The Length of Prayer – Tircha D’tzibbur
All the same, there are quite a few complaints about the length of prayers, also coming from those who fear God and are meticulous in mitzvot. Indeed, there apparently is a big question: It is explained in the Talmud (Berachot 12b) that our Sages sought to add the parasha (portion) of Balak to Kriat Shema, “and why did they not do so? Because of tircha d’tzibbur” (wasting people’s time). According to our Sages, despite the importance of the parasha of Balak, which deals with the uniqueness of Israel and is not unlike the importance of Kriat Shema, its blessings, and the Amida, our Sages did not fix it in the nusach of Kriat Shema because of tircha d’tzibbur. How then did they enact the reciting of the lengthy Pesukei d’Zimrah, Tachanun, Ashrei, Lamnatzeach, U’va l’Tzion, Shir shel Yom, Ketorit, and Aleinu l’Shabayach? In truth, however, our Sages did not enact all these additions as obligatory precisely because of tircha d’tzibbur; rather, throughout the generations, righteous people, followed by entire congregations, recited them regularly, until in time, they became obligatory, and thus entered the fixed nusach.
In practice, minhagei Yisrael (accepted Jewish customs) are binding, but in shaat ha’dachak (times of stress), reciting the main nusach is sufficient, as halachically ruled for latecomers – they should skip all of Pesukei d’Zimrah in order to recite the Amidah prayer with the minyan (S. A. and Rama 52:1). Some poskim say that they should skip only most of Pesukei d’Zimrah for this purpose (Mishkenot Ya’akov, see Peninei Halakha: Tefillah 14: 5). The same applies for the rest of the additional verses, i.e. in a shaat dachak one may skip them as well.
Indeed, from this issue, it can be concluded that people in charge of congregations must ensure that public prayer is not too long. If there is a minyan of Chassidim (righteous people) who want to pray at length – tavo alayhem ha’bracha (they will be blessed), but those in charge must ensure that the public at large is able to pray in a minyan without tircha d’tzibbur.
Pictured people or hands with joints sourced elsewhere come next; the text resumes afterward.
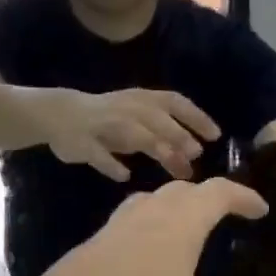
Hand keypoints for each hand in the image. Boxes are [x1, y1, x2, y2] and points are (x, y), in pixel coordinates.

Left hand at [20, 179, 268, 275]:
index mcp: (176, 229)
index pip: (216, 193)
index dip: (243, 196)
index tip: (261, 209)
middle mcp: (142, 220)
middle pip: (179, 191)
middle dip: (208, 198)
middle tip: (226, 218)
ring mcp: (109, 235)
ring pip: (146, 204)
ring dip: (172, 210)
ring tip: (186, 234)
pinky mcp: (85, 256)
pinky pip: (125, 228)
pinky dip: (146, 232)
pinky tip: (144, 267)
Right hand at [40, 88, 220, 181]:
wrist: (60, 113)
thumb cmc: (109, 118)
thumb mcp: (138, 121)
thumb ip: (163, 137)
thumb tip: (192, 157)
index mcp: (142, 100)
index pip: (174, 102)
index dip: (195, 117)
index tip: (215, 135)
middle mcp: (126, 108)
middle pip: (156, 118)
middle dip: (177, 133)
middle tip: (196, 153)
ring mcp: (103, 124)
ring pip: (132, 132)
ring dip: (154, 145)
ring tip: (172, 163)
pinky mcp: (83, 142)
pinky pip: (98, 153)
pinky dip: (111, 164)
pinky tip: (125, 176)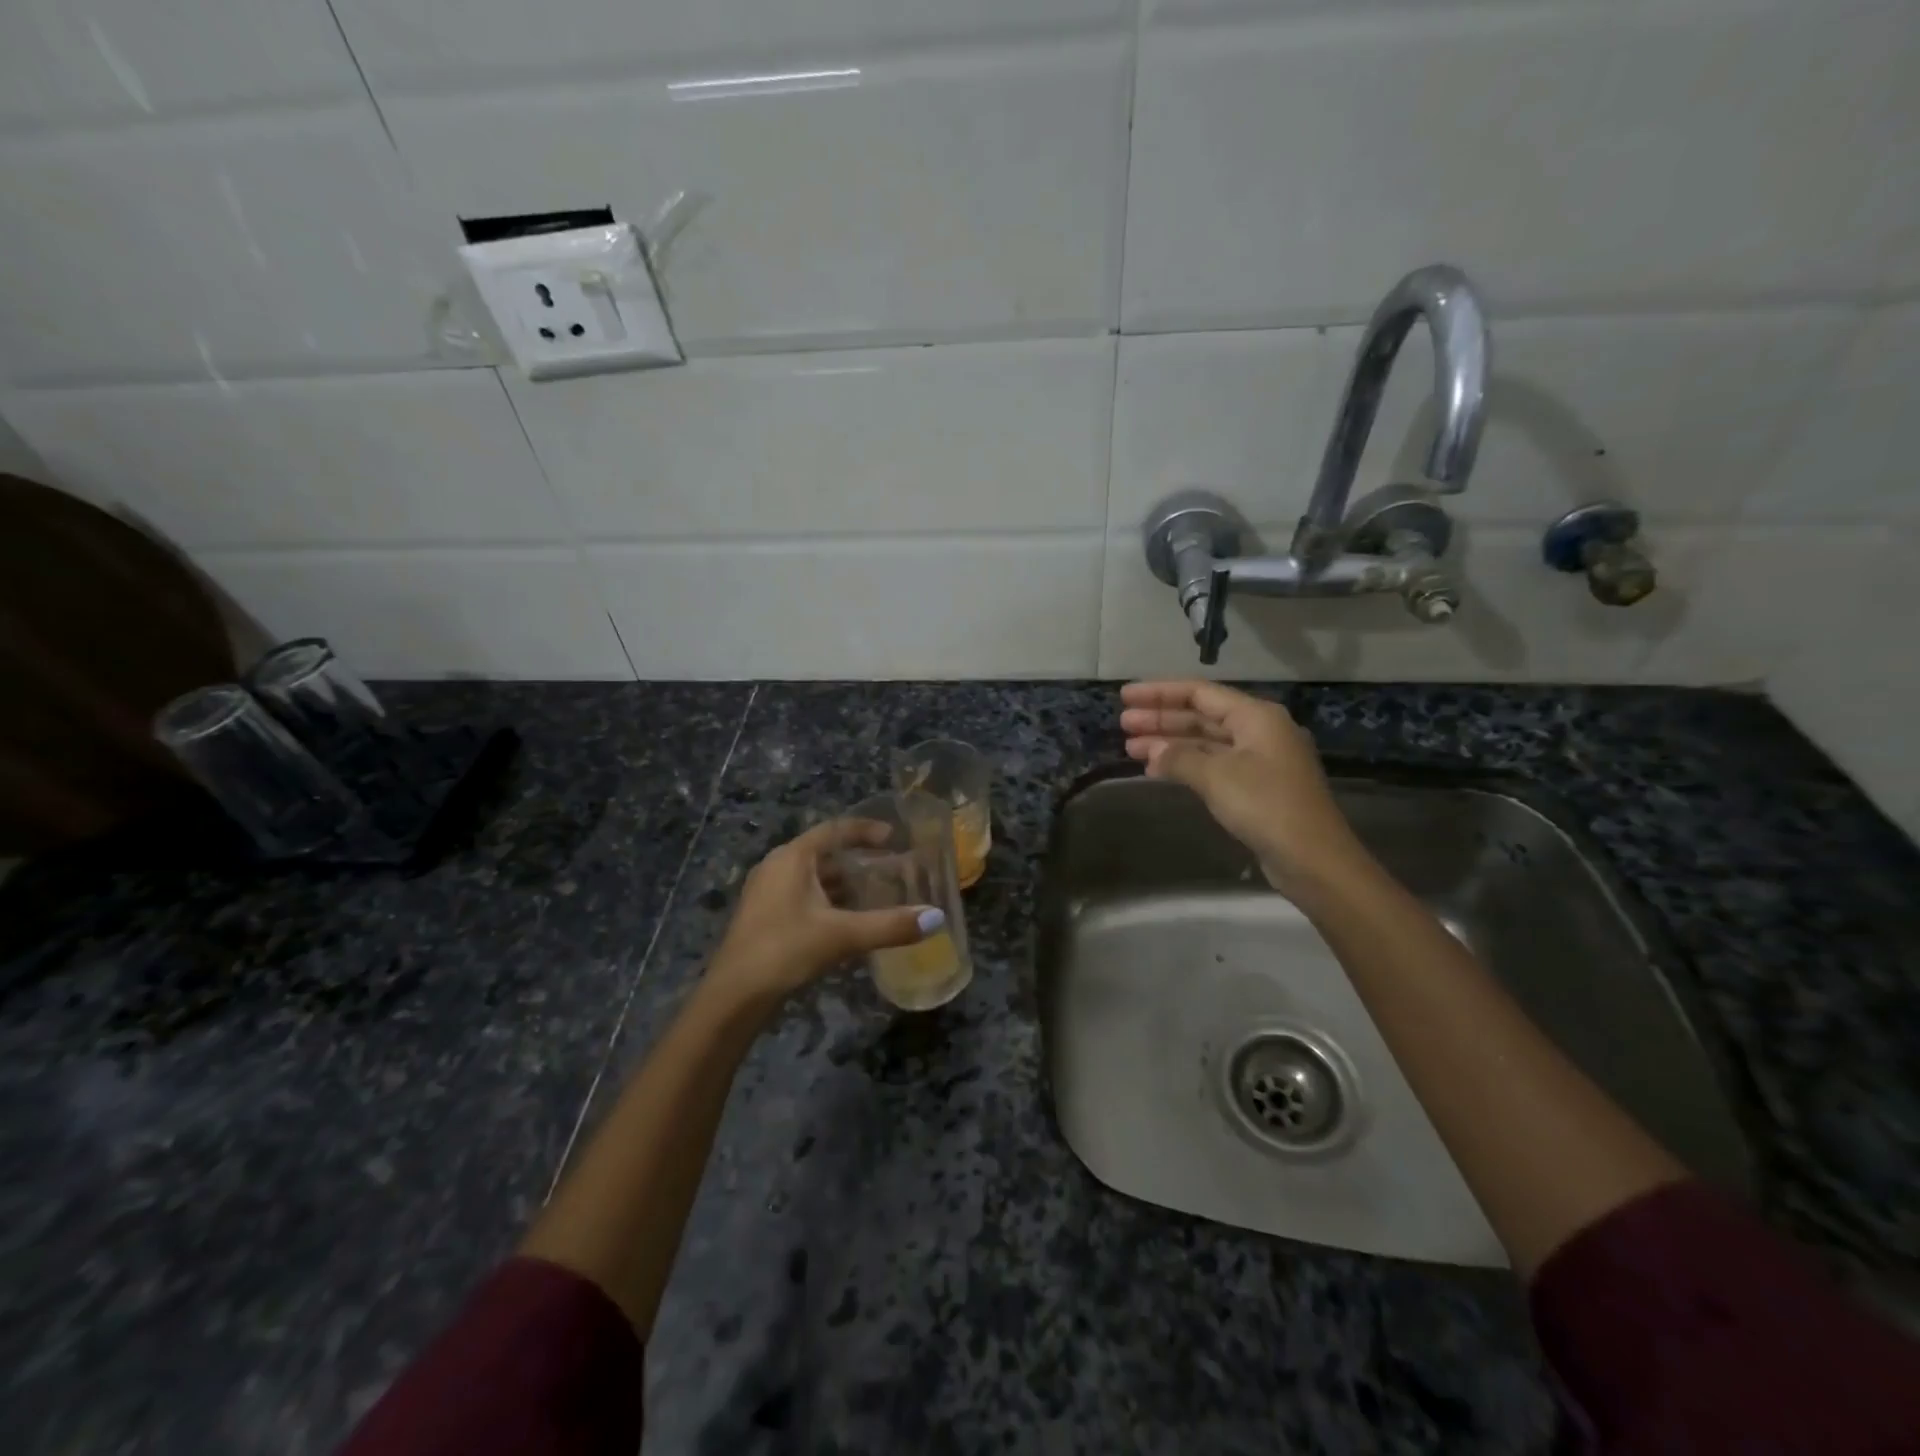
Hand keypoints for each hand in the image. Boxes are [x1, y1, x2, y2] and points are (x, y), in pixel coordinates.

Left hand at [706, 820, 942, 1008]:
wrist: (734, 996)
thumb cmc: (785, 950)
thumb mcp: (842, 936)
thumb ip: (890, 925)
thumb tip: (937, 918)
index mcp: (792, 858)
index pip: (834, 830)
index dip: (865, 830)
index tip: (894, 838)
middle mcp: (777, 867)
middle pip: (824, 854)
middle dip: (858, 861)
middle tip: (890, 869)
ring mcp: (767, 893)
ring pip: (813, 878)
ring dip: (843, 884)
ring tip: (875, 895)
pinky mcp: (764, 917)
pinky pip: (803, 897)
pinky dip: (828, 902)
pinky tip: (847, 922)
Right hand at [1119, 680, 1373, 897]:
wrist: (1312, 858)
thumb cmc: (1266, 806)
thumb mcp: (1217, 776)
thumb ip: (1179, 757)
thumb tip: (1152, 751)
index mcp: (1255, 716)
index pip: (1199, 693)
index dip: (1159, 693)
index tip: (1125, 697)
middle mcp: (1259, 731)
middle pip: (1201, 715)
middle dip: (1161, 718)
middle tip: (1123, 724)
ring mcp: (1259, 760)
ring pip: (1205, 742)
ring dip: (1169, 743)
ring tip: (1131, 748)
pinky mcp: (1256, 786)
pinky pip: (1212, 764)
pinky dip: (1185, 764)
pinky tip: (1158, 771)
There are other issues that, God willing, I will deal with in the future. But one conclusion is clear: there is a need for deeper study of the significance of prayer, and rabbis, teachers, and worshipers in general together, must discuss how to conduct prayers in the most respectful manner while providing solutions for those who find lengthy prayers difficult.
This article appears in the ‘Besheva’ newspaper and was translated from Hebrew.